También en las procesiones en los días de
fiesta y fines de semana, llevaban entre ritos y gritos discordantes, gigantescos
phalos hechos de madera. Los cargaba una muchedumbre delirante y enfebrecida que
acercándose a él, lo veneraban pidiéndole multitud de cosas. Los sacerdotes lo
bendecían rociándole agua y esencias de flores entre un humo agradable pero
profano.
Todos querían llevar en sus hombros el emblema
del poder y del placer. Adoraban esos penes en ritos de entrega y éxtasis mientras
la procesión seguía lenta hasta un campo abierto donde los sacerdotes ofrecían otros
sacrificios a los dioses. Esas ceremonias se cumplían en todo tiempo muy de
mañana y al caer la noche hasta bien tarde.

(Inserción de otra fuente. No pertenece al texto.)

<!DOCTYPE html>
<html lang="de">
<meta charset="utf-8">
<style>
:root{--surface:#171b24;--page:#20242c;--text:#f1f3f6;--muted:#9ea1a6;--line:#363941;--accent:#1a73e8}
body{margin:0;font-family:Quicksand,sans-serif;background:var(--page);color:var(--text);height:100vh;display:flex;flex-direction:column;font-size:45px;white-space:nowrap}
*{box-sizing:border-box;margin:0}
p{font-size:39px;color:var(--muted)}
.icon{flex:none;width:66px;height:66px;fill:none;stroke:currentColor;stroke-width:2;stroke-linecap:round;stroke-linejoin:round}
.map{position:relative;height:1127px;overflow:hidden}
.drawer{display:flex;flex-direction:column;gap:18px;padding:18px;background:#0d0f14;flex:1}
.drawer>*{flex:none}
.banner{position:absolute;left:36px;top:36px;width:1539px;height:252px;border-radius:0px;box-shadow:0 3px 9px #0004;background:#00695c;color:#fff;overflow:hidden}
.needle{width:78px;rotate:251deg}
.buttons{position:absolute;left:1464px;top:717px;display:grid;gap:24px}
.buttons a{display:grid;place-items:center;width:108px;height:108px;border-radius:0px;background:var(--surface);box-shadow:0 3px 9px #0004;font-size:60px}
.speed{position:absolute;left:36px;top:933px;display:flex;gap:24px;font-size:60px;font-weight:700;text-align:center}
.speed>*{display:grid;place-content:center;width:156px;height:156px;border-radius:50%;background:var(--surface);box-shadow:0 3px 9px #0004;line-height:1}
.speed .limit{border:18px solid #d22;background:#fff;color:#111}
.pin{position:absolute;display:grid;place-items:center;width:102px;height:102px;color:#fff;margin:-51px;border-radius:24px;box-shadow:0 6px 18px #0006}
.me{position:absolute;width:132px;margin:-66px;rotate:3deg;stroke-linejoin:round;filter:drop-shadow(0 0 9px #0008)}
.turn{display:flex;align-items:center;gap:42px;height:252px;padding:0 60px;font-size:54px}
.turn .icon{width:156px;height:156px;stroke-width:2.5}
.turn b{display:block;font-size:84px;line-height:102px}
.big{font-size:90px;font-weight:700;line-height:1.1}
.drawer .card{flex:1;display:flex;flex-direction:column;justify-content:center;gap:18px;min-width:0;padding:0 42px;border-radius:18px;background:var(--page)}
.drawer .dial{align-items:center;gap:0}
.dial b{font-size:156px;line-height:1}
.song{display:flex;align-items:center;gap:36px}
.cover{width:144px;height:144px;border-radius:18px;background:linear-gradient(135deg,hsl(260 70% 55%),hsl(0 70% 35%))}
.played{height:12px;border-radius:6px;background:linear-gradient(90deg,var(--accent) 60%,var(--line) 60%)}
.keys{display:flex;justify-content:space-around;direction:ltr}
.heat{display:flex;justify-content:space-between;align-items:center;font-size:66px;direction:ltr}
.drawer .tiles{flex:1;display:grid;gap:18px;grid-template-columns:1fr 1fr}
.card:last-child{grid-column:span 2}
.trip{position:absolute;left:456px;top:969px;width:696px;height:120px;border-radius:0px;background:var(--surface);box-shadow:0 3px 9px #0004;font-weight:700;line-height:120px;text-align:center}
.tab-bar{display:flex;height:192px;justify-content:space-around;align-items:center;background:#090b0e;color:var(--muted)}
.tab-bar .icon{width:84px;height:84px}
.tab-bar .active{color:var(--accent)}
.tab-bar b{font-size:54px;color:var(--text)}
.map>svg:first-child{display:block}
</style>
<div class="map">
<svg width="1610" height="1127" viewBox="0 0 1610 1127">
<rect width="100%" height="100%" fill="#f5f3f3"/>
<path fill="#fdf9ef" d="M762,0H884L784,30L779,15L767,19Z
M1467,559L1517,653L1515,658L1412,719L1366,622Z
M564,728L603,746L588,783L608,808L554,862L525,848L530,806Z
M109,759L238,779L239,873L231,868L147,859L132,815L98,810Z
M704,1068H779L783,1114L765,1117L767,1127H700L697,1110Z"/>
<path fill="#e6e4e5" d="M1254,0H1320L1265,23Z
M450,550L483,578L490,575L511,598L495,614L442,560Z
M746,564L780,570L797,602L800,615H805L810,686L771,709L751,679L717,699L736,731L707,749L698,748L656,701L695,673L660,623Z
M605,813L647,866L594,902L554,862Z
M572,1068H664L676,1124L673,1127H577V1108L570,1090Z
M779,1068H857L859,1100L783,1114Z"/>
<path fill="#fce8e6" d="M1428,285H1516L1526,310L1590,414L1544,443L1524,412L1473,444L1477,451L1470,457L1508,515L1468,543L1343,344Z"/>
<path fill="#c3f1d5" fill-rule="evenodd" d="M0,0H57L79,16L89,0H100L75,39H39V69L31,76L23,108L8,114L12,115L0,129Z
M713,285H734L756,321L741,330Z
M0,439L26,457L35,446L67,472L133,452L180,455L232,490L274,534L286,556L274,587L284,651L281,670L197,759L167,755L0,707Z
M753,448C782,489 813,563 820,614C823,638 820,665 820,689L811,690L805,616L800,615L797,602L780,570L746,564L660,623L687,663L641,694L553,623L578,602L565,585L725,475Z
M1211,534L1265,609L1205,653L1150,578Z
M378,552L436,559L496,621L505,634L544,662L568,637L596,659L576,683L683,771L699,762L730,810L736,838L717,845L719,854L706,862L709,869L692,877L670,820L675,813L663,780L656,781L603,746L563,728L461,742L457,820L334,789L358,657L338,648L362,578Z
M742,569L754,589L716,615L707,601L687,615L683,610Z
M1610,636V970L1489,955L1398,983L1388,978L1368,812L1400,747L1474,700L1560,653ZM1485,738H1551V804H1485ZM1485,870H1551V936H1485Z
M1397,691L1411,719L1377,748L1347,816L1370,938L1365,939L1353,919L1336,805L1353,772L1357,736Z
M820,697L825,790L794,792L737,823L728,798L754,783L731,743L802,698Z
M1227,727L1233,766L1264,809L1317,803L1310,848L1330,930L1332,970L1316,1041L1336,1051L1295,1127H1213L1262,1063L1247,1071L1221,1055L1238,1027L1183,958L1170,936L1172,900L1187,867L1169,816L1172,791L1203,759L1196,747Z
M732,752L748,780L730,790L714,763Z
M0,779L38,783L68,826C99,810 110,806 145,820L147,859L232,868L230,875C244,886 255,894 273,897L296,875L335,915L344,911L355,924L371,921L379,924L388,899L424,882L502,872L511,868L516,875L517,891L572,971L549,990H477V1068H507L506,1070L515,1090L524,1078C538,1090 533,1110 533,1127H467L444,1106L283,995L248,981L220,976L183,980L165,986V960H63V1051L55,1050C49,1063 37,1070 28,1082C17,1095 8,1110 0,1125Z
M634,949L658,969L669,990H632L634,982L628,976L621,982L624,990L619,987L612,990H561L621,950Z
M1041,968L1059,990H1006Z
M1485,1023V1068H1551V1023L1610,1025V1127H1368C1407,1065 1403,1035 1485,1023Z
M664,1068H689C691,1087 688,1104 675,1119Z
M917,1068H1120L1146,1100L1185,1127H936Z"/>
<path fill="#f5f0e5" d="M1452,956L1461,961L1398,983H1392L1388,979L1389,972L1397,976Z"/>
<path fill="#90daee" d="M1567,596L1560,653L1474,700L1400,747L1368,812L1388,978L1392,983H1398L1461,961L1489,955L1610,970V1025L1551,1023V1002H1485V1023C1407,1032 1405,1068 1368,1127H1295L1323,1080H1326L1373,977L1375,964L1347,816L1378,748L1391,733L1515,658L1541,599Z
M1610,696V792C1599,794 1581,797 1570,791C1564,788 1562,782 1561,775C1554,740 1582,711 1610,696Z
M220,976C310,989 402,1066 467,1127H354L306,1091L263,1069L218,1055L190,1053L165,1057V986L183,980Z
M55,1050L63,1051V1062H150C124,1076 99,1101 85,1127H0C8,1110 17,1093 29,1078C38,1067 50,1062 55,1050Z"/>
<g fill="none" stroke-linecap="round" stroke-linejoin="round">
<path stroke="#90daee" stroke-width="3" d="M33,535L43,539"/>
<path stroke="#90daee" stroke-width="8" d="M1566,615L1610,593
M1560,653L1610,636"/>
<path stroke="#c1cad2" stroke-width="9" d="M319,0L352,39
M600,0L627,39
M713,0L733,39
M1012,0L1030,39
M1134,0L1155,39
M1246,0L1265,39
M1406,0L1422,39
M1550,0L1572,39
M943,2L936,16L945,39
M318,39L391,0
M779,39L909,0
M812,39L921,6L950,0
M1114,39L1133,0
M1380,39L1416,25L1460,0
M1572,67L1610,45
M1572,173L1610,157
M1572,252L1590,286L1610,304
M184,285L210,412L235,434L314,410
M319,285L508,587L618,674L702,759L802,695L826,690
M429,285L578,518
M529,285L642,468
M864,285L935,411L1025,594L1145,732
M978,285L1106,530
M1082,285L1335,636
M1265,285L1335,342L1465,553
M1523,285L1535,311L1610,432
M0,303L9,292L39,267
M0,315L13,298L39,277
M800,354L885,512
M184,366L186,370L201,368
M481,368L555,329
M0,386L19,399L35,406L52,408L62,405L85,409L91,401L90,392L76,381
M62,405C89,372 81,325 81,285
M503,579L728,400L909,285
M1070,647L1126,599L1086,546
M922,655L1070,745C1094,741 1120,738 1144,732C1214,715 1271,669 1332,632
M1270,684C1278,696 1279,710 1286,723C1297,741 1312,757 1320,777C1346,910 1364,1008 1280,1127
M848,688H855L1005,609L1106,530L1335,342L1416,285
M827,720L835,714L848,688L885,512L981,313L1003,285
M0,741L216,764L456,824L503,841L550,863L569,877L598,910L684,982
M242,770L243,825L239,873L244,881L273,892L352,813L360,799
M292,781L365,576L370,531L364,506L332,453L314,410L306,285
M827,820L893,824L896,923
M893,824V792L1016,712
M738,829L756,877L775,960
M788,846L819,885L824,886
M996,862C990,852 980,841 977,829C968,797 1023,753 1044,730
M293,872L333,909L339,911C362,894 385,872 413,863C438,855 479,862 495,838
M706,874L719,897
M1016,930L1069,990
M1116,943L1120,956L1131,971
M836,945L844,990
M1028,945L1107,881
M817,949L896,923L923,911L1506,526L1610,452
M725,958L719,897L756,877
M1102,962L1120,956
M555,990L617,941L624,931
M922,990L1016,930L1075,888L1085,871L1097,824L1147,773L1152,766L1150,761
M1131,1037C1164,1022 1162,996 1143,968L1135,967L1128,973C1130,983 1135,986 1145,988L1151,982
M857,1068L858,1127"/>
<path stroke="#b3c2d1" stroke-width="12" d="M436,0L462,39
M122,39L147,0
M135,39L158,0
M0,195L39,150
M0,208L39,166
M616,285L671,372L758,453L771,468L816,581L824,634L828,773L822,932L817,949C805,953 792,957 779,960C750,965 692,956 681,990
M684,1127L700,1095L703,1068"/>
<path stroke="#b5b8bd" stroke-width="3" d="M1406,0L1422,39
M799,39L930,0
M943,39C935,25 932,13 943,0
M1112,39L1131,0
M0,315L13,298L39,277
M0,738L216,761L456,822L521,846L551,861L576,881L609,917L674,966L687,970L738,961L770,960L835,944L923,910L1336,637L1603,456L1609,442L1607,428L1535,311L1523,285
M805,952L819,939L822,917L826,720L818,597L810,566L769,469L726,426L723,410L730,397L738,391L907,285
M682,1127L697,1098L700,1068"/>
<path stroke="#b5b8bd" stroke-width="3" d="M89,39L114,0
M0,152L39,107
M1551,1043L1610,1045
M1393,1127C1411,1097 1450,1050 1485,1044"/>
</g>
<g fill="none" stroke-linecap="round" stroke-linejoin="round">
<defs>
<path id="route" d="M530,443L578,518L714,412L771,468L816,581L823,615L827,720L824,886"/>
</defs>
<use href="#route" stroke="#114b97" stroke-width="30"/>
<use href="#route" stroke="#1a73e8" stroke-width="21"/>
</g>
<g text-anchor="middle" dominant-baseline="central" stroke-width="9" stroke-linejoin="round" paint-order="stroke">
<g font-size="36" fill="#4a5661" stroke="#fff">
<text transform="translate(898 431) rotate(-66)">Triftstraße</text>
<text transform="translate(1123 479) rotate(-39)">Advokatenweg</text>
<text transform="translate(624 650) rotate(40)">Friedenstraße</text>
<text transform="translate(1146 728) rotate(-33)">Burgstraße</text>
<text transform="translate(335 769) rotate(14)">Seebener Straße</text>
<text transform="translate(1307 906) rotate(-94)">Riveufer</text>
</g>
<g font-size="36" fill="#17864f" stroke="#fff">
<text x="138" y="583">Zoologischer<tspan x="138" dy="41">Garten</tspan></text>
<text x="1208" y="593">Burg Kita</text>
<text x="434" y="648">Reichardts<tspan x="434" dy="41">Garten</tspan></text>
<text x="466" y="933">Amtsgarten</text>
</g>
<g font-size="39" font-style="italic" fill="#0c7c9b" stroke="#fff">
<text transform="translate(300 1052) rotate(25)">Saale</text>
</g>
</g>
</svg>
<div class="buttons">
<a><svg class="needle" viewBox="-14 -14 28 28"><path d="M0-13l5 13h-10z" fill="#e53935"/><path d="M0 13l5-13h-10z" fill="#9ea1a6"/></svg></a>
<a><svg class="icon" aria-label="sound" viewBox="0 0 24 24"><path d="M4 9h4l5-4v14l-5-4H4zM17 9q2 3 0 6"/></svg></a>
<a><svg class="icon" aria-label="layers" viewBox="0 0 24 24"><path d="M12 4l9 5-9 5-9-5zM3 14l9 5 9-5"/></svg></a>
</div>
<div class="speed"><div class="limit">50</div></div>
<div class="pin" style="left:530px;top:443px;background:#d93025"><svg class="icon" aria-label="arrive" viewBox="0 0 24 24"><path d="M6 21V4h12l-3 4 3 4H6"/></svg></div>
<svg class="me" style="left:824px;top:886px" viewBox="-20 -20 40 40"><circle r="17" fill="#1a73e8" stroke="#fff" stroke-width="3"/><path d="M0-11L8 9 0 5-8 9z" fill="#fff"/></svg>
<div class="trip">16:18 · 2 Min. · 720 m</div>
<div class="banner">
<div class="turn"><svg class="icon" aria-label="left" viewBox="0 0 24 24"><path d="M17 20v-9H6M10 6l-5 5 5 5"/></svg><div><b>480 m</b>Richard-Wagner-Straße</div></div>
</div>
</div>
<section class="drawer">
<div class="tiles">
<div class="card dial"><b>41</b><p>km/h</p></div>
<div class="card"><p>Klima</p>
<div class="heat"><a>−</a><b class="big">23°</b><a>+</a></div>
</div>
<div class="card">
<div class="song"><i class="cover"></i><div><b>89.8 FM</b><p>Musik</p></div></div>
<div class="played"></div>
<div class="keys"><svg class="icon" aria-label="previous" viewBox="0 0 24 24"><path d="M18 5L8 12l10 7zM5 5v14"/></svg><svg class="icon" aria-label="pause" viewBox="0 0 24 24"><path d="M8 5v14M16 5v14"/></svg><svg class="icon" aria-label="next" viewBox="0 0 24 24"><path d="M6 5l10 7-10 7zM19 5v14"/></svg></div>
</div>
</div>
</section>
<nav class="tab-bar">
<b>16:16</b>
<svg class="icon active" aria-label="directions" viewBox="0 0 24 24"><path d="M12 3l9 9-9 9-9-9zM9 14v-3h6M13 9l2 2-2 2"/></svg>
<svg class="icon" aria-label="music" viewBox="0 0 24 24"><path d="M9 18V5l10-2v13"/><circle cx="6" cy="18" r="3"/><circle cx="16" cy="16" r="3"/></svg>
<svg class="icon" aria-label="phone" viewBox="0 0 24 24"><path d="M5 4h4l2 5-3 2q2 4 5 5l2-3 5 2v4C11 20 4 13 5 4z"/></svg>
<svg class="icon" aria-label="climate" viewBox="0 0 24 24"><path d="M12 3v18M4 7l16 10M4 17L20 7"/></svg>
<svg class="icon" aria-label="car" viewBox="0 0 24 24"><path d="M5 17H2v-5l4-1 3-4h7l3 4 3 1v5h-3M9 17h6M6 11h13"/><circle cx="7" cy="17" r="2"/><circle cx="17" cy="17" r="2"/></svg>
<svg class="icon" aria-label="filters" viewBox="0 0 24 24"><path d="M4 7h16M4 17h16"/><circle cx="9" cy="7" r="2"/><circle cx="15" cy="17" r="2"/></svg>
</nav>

En general, la gente caminaba ocupada en sus
afanes y deseos.
El comercio empezaba a cerrarse a esa hora, pero
en cambio otros lugares algo inciertos se llenaban con gente que reía mucho y
hablaba duro.
En estos días, en un teatro al aire libre,
se estaban presentando artistas de Sodoma que caminaron muchos kilómetros para venir
a distraer a los Filisteos.
Esa noche interpretarían canciones recién
inventadas, lo harían con arpas, cítaras, flautas y panderos, habrían también, trovadores,
lectores de versos y muchachas gráciles de voces de cristal; los Caldeos y los
habitantes del alto Egipto, en días pasados, habían quedado maravillados frente
a tantas muestras de fino arte.
Sansón, después de haber entrado en la
ciudad, consiguió una posada sencilla en una calle angosta y empedrada, donde
los muchachos corrían, jugando y gritando hasta tarde, alumbrados por las
antorchas que las familias colocaban al frente de las casas y que votaban un
humo espeso y apestoso.
Los camellos los dejaron con la primera
familia que encontraron a la orilla de la ciudad donde días antes Sansón había
hablado con la joven que ahora andaba buscando para convertirla en su mujer.
Le había dicho a la familia. “Mañana
volveremos para ver los camellos y para que nos digan a que hora encontramos a
Dunia”. “Los esperaremos”, les respondieron.
Esa familia era dos hermanas gemelas de
sesenta años y un anciano que se pasaba el día sentado en una silla de bambú sin
decir ni una palabra, mirando la distancia para adivinar en las nubes la
presencia de algún dios que quisiera decirle algo. Era el marido de una de ellas
y aunque no estaba enfermo, sentía pereza de caminar. Decía que andar le
agotaba las energías que debía guardar, sentado como siempre estaba, para
convertirse en un inmortal al que el mundo debía adorar.